Wired is reporting that Walmart employees have serious concerns about the effectiveness of the company's anti-shoplifting "AI" technology (reprint), including unnecessarily breaking COVID-19 related social distancing guidelines.

[...] The employees said they were "past their breaking point" with Everseen, a small artificial intelligence firm based in Cork, Ireland, whose technology Walmart began using in 2017. Walmart uses Everseen in thousands of stores to prevent shoplifting at registers and self-checkout kiosks. But the workers claimed it misidentified innocuous behavior as theft, and often failed to stop actual instances of stealing.

[...] The coronavirus pandemic has given their concerns more urgency. One Concerned Home Office Associate said they worry false positives could be causing Walmart workers to break social-distancing guidelines unnecessarily. When Everseen flags an issue, a store associate needs to intervene and determine whether shoplifting or another problem is taking place. In an internal communication from April obtained by WIRED, a corporate Walmart manager expressed strong concern that workers were being put at risk by the additional contact necessitated by false positives and asked whether the Everseen system should be turned off to protect customers and workers.

Before COVID-19, "it wasn't ideal, it was a poor customer experience," the worker said. "AI is now creating a public health risk."

[...] at least 20 Walmart associates have now died after contracting the coronavirus, according to United For Respect.
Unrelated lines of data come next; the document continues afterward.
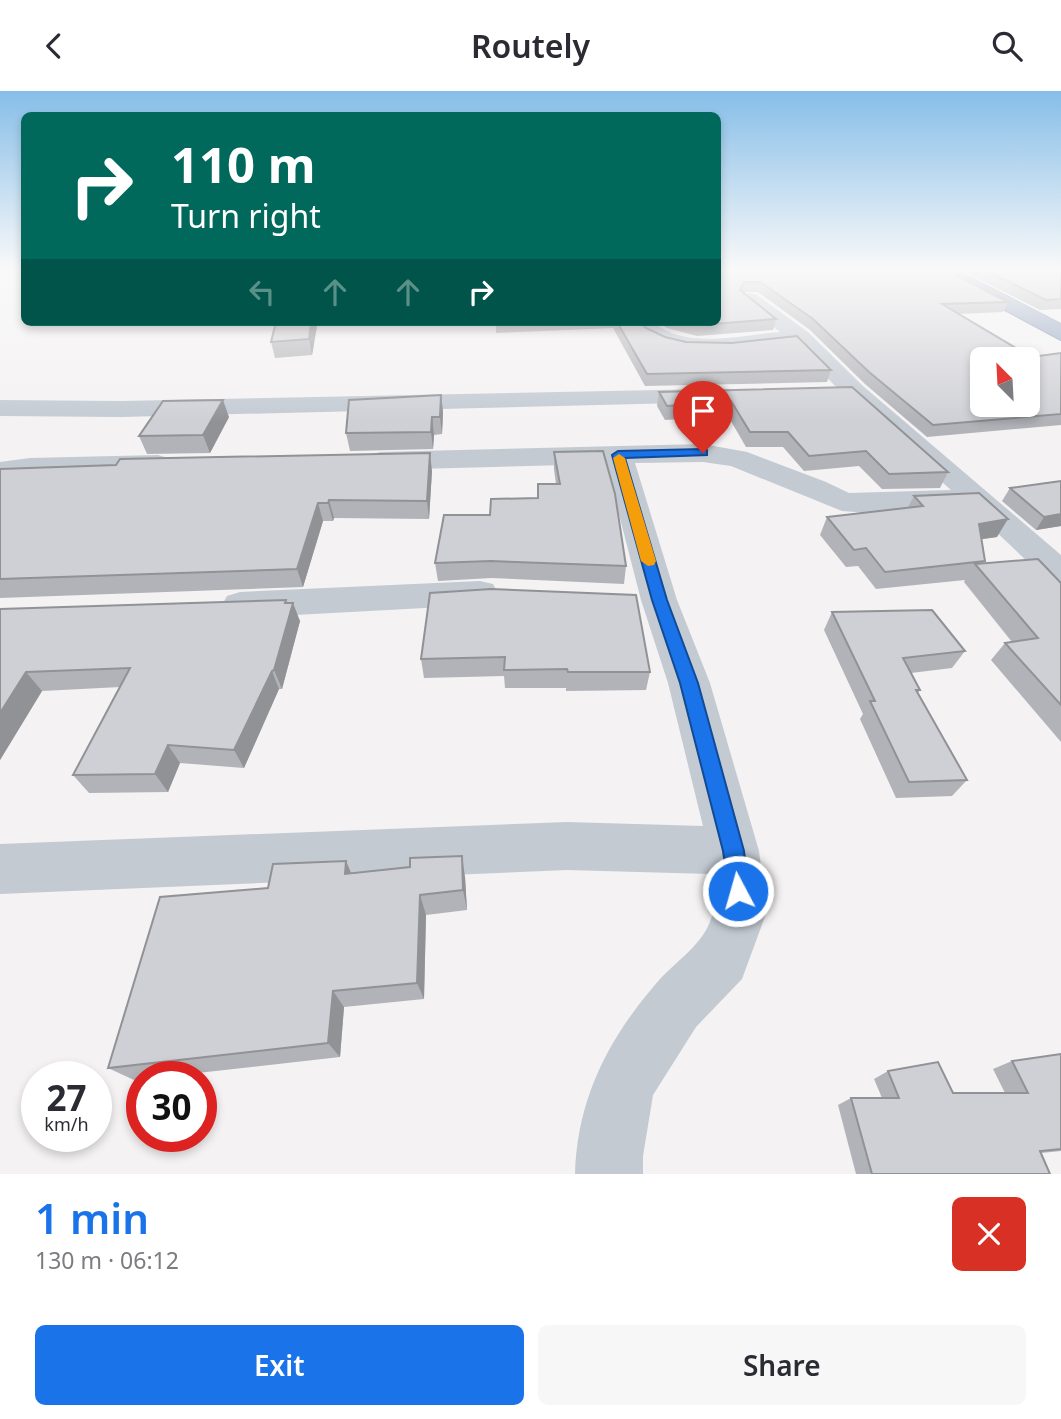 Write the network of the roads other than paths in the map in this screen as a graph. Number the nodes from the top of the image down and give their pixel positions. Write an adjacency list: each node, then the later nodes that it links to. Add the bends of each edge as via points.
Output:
1 (780, 322): 5 (street)
2 (1040, 322): 4 (highway)
3 (646, 326): 5 (street, via 656,336 684,346)
4 (1061, 333)
5 (800, 337): 6 (street)
6 (854, 391): 7 (street); 14 (street)
7 (816, 394)
8 (735, 396): 9 (street)
9 (0, 408)
10 (618, 455): 11 (street); 14 (street, via 703,453 737,458 842,502); 18 (street)
11 (358, 461)
12 (180, 463): 13 (street)
13 (3, 469)
14 (978, 498): 15 (street)
15 (1061, 575)
16 (520, 594): 19 (street)
17 (618, 598): 18 (street)
18 (659, 600): 20 (street, via 689,683)
19 (202, 607)
20 (733, 851): 21 (street, via 567,846); 22 (street, via 740,911 722,958 675,1006 622,1084)
21 (0, 869)
22 (609, 1174)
[...] A spokesperson for Walmart said the company has been working diligently to protect customers and its workforce, and believes the rate at which associates have contracted Covid-19 is lower than that of the general US population.

[...] The company said it has taken a number of steps to ensure people are protected during these interactions, including regularly cleaning self-checkout kiosks and providing employees with protective equipment. In addition, workers are given handheld devices that allow them to handle most interventions from a distance, the company said.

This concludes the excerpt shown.